▶ _DIRECTIONS_: Determine how many lines in the listing below contain the word "roads", then state that number by itself.

========

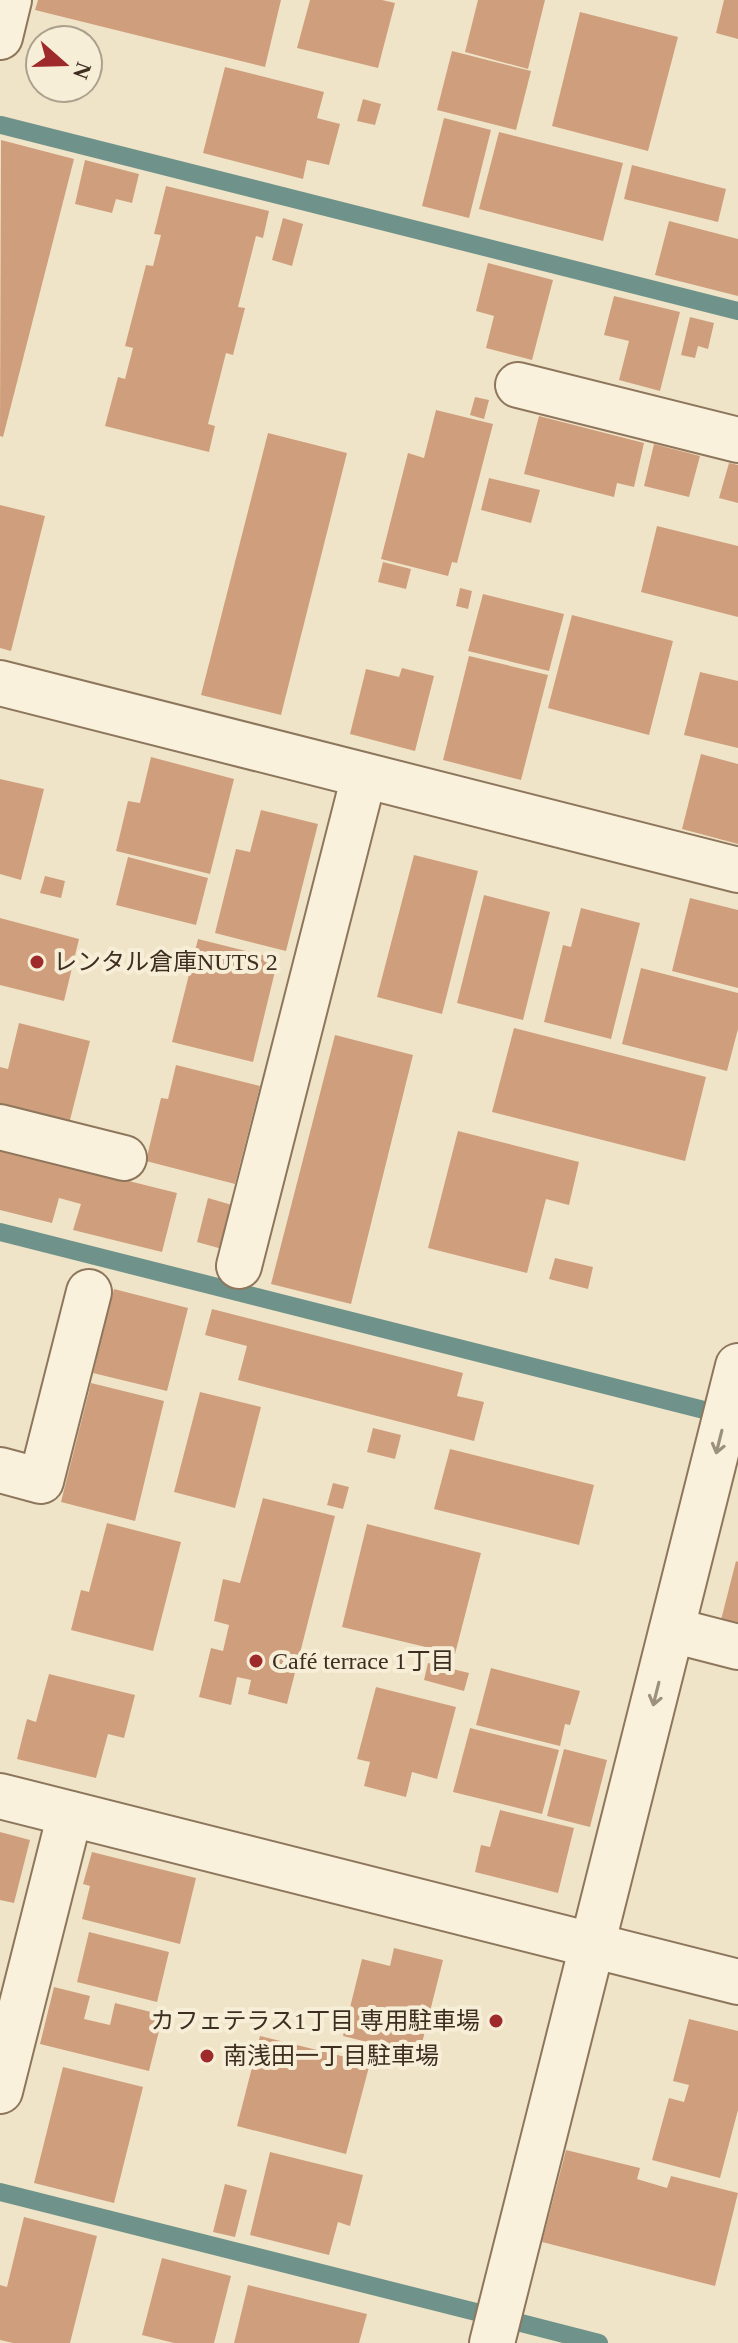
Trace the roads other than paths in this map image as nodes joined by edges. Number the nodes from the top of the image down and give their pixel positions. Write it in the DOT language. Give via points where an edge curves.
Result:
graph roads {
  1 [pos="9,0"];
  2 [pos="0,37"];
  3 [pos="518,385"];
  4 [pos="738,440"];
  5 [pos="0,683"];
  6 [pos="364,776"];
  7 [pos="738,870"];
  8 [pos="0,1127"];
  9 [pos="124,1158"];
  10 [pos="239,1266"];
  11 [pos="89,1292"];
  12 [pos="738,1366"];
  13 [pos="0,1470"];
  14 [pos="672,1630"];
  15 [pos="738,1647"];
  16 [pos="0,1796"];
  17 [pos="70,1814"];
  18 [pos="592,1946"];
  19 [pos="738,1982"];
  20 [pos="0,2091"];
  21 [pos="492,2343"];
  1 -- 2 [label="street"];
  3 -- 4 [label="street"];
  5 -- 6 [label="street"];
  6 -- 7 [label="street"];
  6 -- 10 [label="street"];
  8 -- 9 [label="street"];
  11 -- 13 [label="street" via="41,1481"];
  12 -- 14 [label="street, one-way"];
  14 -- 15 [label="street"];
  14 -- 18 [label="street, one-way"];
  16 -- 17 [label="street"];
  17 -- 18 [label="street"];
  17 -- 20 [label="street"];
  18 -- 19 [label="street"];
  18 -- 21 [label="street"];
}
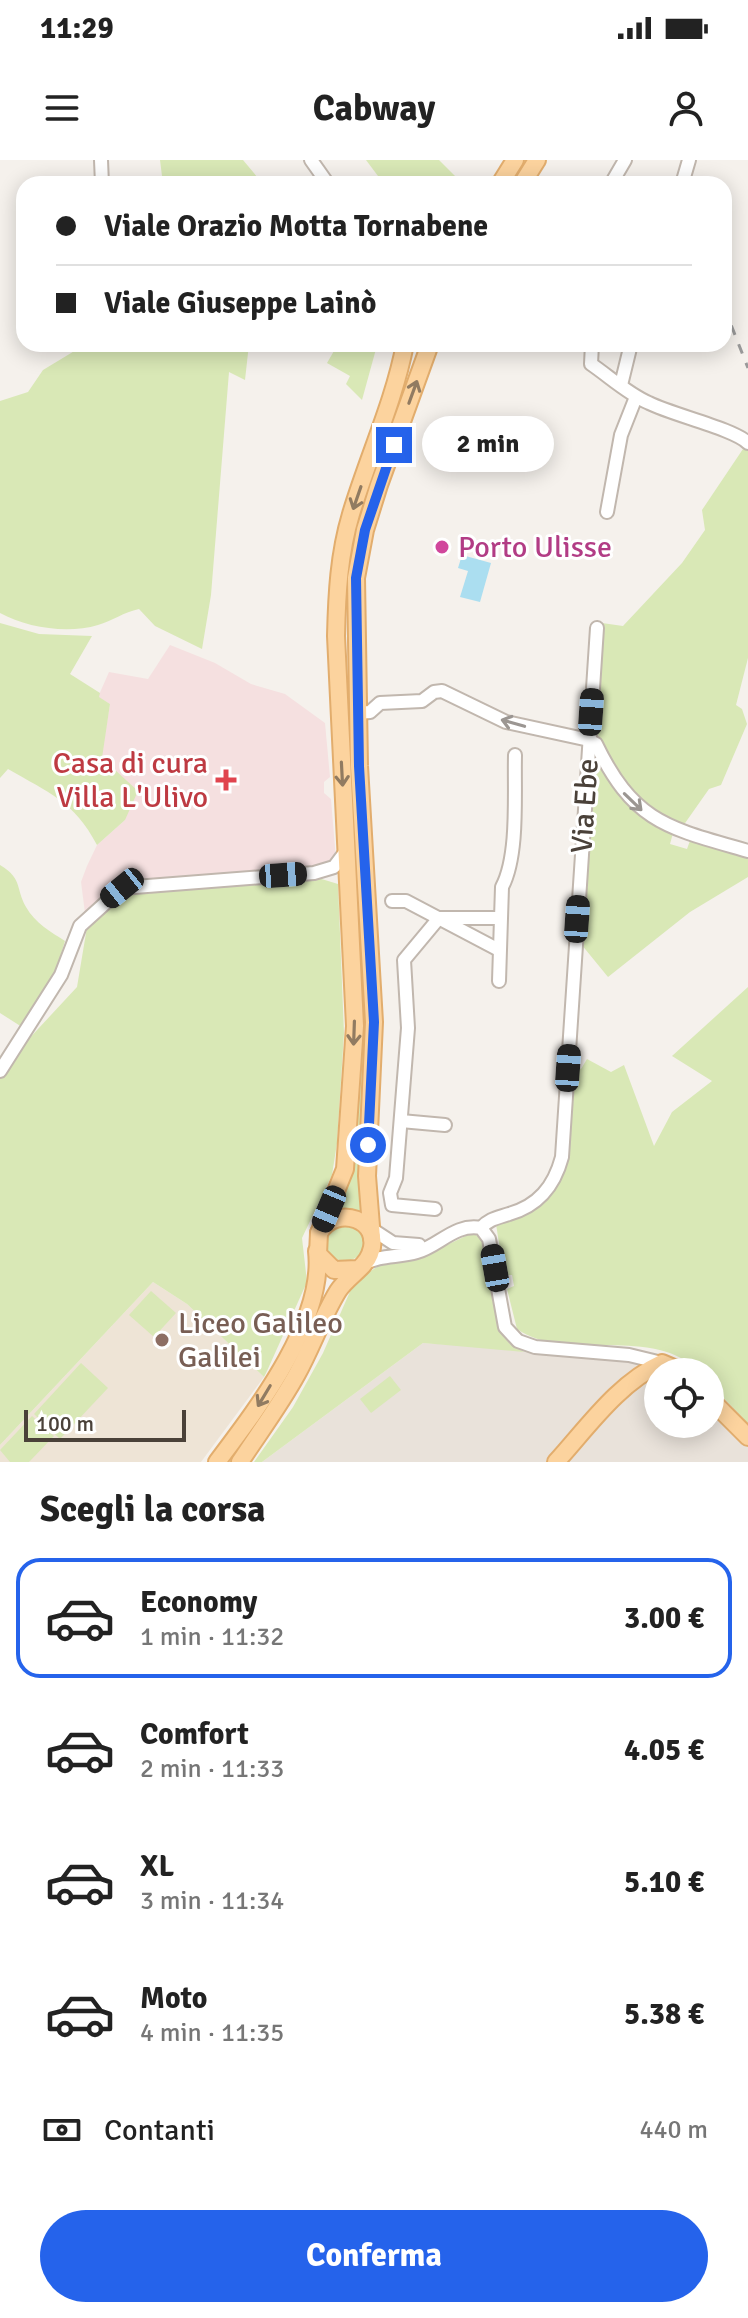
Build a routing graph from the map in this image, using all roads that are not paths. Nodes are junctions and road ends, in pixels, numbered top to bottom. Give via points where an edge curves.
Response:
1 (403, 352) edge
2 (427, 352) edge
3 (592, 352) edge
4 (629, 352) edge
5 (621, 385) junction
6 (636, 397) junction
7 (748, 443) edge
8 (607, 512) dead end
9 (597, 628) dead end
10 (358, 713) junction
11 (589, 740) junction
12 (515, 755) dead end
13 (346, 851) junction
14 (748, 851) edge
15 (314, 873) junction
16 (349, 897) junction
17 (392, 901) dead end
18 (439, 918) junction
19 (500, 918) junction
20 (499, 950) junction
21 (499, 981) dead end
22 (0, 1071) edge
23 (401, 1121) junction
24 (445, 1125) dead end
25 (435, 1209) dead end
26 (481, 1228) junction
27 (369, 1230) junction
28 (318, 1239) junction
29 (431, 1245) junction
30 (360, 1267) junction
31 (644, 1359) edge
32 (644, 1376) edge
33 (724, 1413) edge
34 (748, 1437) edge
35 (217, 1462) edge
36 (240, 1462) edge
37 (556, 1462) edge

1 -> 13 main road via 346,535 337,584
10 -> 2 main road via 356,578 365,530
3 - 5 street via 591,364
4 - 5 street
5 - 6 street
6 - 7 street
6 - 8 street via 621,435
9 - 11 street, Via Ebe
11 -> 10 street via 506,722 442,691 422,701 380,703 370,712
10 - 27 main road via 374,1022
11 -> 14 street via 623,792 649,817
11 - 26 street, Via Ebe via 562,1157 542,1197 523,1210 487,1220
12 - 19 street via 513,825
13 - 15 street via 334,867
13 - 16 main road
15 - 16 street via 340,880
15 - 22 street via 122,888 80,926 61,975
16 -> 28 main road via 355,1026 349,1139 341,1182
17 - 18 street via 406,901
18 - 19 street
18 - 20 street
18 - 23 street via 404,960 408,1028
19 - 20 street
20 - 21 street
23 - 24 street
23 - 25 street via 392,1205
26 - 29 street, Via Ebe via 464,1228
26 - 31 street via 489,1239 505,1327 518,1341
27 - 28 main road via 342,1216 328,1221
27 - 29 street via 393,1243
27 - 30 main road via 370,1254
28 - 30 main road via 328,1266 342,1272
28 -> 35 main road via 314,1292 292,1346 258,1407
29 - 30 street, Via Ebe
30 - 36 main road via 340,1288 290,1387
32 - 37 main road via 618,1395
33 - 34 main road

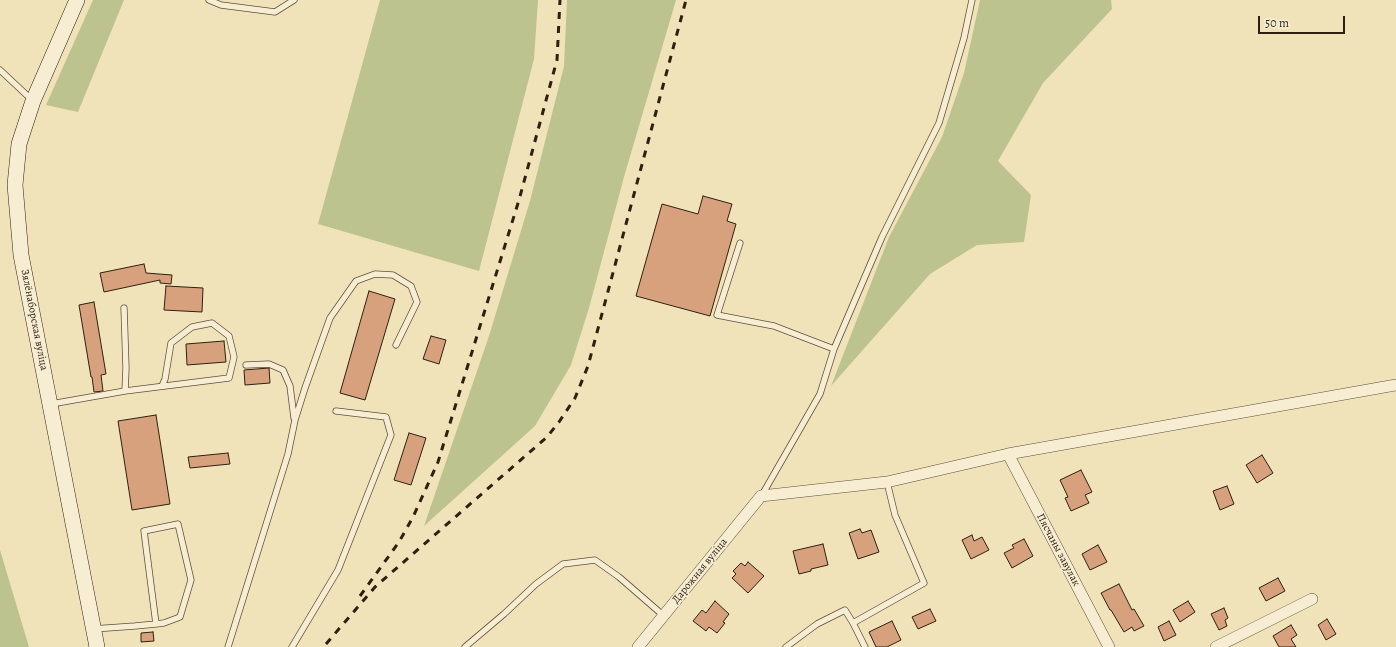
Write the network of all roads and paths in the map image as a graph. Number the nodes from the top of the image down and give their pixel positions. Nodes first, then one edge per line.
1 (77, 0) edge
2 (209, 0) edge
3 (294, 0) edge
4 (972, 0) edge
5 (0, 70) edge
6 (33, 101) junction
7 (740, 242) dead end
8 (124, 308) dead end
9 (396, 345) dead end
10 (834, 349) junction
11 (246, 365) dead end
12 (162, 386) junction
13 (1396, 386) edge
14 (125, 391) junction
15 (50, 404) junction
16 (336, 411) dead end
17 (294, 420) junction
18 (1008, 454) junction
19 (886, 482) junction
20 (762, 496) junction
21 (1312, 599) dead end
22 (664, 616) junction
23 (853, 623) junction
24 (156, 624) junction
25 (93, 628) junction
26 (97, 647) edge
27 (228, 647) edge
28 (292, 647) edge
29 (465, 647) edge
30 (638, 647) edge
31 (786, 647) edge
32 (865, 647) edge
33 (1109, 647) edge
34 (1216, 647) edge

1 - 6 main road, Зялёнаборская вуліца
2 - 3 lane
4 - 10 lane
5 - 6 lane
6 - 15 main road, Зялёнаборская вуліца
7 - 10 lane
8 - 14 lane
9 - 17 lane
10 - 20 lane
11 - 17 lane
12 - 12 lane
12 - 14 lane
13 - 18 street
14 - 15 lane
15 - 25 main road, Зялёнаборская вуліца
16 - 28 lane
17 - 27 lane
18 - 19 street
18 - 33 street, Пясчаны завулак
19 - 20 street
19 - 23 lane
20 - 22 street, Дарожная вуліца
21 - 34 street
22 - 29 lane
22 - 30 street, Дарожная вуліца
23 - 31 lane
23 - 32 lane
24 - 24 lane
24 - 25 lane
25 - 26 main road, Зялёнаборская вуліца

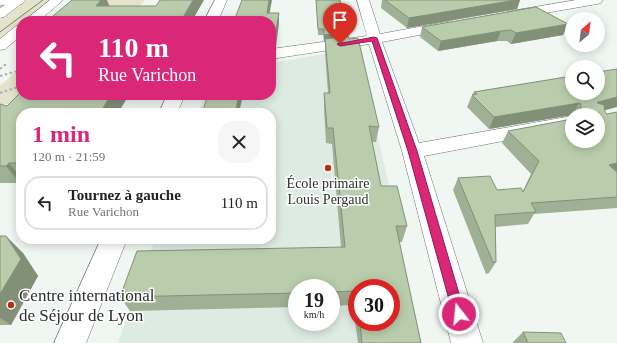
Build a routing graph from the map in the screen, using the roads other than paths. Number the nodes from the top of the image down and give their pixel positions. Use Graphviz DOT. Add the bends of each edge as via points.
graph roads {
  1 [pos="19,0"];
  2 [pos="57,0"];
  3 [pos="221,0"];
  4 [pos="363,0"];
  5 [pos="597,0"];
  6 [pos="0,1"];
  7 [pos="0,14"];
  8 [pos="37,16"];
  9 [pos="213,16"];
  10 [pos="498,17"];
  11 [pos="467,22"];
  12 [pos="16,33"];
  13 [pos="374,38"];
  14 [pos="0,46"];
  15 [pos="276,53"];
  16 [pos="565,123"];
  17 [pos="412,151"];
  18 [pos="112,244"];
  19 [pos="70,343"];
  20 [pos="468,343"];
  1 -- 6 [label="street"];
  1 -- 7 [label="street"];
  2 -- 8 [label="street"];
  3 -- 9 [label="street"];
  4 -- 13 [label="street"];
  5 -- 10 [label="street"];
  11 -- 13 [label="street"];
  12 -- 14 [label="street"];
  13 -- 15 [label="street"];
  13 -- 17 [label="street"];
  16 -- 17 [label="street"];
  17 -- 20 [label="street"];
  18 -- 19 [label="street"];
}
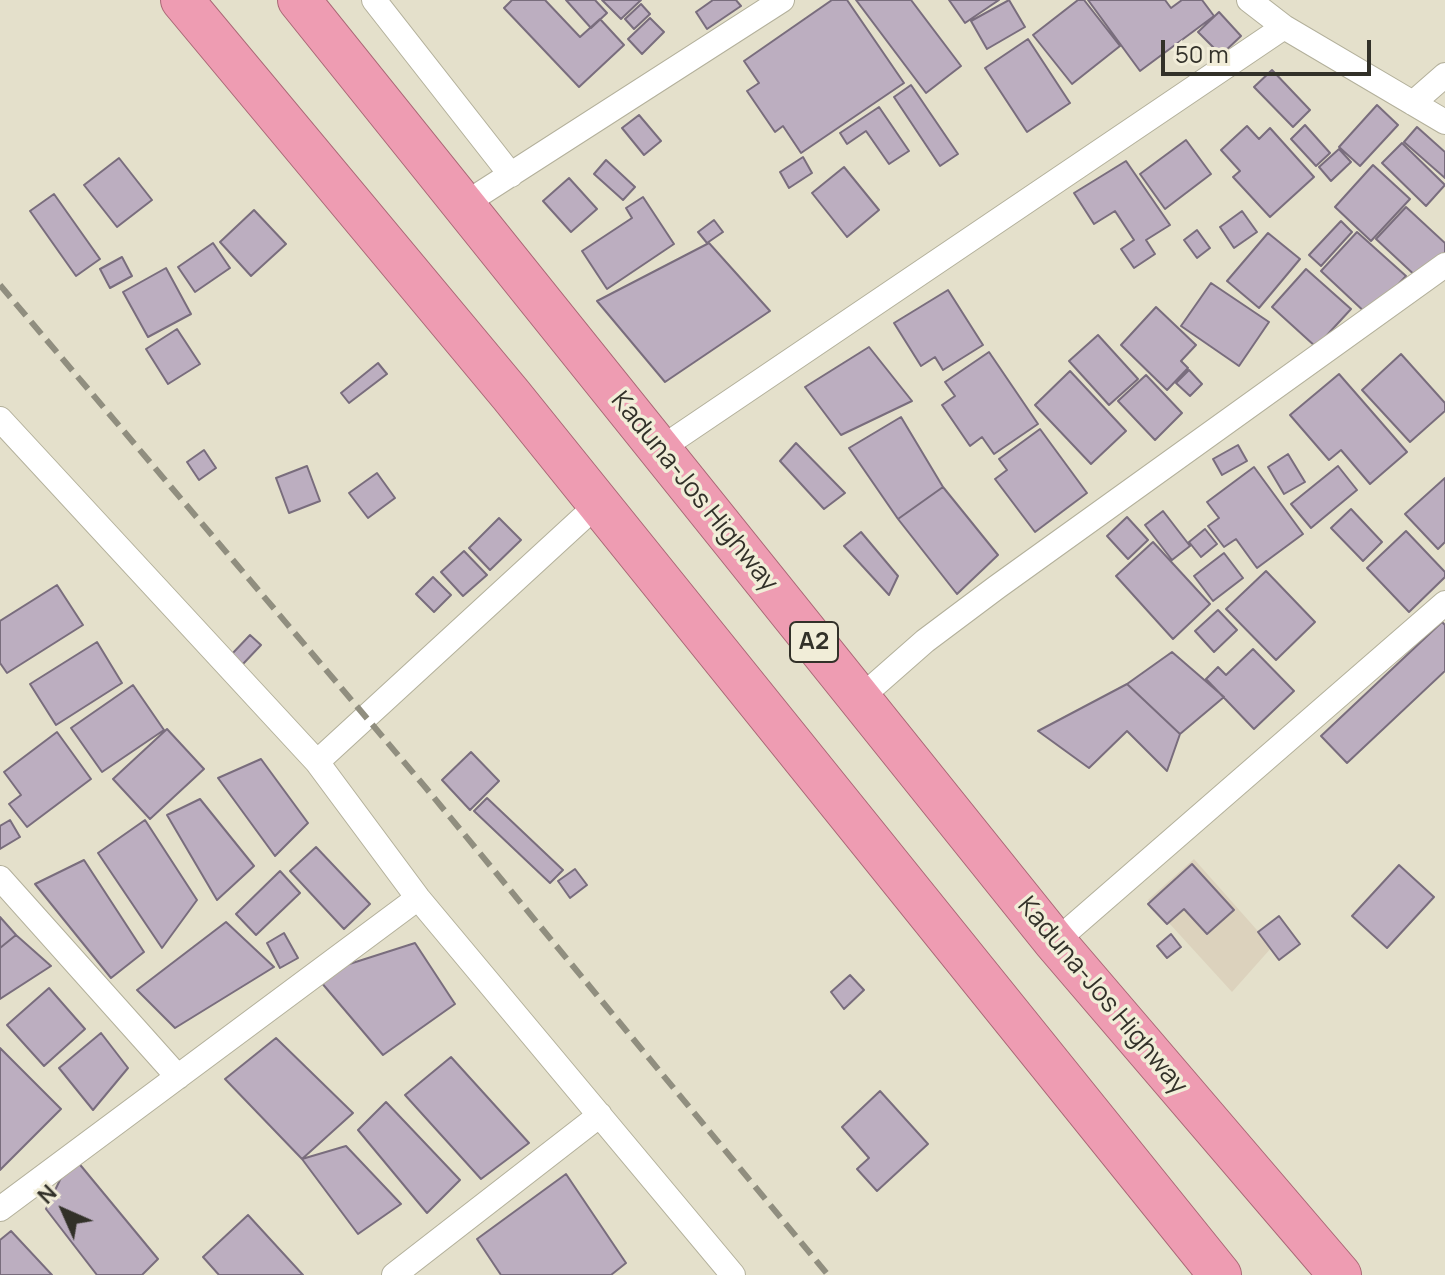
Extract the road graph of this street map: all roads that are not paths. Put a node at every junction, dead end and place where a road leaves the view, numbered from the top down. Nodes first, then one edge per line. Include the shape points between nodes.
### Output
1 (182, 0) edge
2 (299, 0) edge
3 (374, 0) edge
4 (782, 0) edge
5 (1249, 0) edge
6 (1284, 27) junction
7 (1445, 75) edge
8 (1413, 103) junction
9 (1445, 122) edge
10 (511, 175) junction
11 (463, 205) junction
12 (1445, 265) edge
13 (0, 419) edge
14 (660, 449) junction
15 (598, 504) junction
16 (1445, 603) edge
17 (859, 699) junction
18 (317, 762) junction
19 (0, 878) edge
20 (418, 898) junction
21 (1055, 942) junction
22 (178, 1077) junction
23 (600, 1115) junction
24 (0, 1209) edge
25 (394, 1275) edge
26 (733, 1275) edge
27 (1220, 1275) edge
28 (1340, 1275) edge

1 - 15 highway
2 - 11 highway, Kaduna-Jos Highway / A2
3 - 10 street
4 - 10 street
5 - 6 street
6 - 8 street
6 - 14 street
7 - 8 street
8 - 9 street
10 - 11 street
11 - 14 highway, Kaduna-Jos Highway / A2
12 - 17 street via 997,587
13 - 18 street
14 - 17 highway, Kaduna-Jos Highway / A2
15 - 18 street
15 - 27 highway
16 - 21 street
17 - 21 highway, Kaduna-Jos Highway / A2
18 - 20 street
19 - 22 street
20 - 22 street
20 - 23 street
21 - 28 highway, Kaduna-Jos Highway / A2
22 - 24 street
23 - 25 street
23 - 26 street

========

▶ _YOUR SOLUTION_: 7